Updated: Feb 9, 2019
i am the estranged middle child, the one who often goes unheard but has the most of say, constantly balancing two sides of an unjust scale. caught in between the dichotomy of first generation immigrants and the new wave of hyphenated muslims, i don't seem to reap the benefits of either without a vicious guilt constantly whispering in my ear.
"your parents went to starved often to make sure you never did," it said.
"but your friends made you fearless" it rebuttled.
where does my loyalty lie? i read the heavy-hearted posts on social media of oppressed muslims living in america, unable to feel empathy for their traditional parents way of life, a community who gave everything and crossed oceans for us to be able to have a voice and we have used it only to denounce that same culture. we capitalize off of our cultural oppression, only donning bindis and saris after Hollywood gave us the nod of approval - your culture is trending now. we too-often use words like "diaspora" and "cultural appropriation", only cashing in on our parents' struggle - failing to understand why our mothers disapprove of us being outside the house after the sun goes down and fighting ferociously for our right to get drunk with strangers or to wear miniskirts to expose the very parts of us that our culture died to preserve, the parts of us that empower us now are the same parts of us that make those martyrs think it was all for nothing.

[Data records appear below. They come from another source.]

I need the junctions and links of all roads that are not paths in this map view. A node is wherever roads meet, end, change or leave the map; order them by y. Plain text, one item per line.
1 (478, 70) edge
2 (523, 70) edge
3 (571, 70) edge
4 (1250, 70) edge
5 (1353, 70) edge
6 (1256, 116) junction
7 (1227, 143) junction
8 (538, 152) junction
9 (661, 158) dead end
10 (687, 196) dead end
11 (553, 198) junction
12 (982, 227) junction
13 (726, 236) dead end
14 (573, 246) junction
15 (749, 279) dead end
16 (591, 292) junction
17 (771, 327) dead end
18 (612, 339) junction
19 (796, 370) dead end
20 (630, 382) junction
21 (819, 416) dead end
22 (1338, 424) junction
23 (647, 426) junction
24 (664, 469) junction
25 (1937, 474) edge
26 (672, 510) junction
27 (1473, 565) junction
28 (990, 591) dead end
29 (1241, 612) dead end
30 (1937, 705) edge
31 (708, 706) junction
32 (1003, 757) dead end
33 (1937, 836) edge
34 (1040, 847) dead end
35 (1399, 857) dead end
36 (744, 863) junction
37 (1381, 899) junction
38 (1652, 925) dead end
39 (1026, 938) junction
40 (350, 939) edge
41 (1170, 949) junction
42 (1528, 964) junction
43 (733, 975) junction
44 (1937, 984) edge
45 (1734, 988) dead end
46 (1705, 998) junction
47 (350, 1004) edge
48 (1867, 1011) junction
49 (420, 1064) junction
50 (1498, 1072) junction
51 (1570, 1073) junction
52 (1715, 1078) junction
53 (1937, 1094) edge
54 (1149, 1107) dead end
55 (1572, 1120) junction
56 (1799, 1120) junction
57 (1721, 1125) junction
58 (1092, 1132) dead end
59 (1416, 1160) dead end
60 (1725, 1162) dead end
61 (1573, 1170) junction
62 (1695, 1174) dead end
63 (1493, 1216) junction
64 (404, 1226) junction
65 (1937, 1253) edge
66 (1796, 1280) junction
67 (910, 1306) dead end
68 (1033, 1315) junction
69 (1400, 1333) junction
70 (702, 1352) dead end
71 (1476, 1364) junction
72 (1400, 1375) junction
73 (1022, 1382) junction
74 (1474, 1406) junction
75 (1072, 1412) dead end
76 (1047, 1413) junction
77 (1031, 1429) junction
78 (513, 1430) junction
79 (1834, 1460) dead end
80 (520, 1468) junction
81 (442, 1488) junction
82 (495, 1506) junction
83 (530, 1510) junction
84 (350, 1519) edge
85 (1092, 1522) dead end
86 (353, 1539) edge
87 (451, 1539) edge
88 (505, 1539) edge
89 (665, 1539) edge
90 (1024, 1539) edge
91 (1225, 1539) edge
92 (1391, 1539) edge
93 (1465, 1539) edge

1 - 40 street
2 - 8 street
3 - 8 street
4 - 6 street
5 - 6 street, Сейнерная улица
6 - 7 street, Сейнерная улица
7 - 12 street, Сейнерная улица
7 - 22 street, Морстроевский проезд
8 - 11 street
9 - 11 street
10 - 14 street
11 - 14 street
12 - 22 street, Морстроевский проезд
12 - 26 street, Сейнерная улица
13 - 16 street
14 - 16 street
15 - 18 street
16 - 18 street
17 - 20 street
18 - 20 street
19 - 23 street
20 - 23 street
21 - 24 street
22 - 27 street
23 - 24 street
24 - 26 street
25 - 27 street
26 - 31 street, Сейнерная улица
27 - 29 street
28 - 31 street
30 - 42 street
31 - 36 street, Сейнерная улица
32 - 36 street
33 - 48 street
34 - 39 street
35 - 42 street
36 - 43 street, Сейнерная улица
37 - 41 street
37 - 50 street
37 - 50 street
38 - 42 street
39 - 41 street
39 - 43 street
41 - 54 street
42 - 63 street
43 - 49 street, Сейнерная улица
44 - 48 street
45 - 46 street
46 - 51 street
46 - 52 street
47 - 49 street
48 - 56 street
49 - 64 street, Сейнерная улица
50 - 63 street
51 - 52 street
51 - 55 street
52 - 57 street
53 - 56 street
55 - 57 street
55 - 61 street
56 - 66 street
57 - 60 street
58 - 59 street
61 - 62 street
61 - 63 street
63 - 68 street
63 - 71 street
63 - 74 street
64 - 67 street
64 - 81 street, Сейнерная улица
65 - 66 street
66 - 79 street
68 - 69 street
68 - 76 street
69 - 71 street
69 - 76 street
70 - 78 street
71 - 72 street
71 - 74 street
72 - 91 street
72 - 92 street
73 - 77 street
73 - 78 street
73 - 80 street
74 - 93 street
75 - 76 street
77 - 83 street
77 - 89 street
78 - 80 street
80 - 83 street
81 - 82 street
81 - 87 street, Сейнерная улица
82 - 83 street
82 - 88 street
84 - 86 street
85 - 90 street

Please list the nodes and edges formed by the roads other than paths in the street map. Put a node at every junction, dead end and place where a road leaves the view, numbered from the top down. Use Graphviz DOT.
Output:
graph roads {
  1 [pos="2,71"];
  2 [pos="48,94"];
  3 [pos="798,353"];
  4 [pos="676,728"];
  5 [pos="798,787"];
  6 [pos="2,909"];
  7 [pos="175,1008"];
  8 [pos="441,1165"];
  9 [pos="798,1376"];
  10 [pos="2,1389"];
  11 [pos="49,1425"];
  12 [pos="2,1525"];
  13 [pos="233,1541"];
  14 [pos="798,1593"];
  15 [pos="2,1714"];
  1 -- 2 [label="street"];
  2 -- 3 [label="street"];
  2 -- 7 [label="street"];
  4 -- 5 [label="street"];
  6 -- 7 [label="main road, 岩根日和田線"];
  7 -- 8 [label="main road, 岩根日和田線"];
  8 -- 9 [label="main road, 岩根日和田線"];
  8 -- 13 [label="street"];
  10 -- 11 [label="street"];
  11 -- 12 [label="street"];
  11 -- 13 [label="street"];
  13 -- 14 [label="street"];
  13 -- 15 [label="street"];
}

perhaps our right to choose gives us the right to choose right from wrong and so often, it seems like these lines are blurred in the name of creative expression. perhaps our obligation to tradition is what has allowed us to celebrate diwali and eid in the united states after all of these years. sometimes, its exhausting to tip the scales in favor of either because i yearn to shed the labels that keep me chained. and sometimes, i lament the fact that those who aren't cursed with this duality will never understand the magnificence of having cross-cultural-contamination infiltrate every strand of your dna.
i want to dedicate this post to my mother.
i am my mother, wearing her tears on my sleeve - i have seen her grit her teeth for 26 years, never once wincing at the way my peers made a face when i brought them home for the first time. she came out, her shalwar kameez drenched from cooking dinner for my family, every single night, without fail and her face tired from life but her mouth still smiled, her voice still softened and she still spoke, albeit broken english, but she still spoke. no matter how much this country and this culture disapproved, she wears her culture proudly on her and for that, i envy her.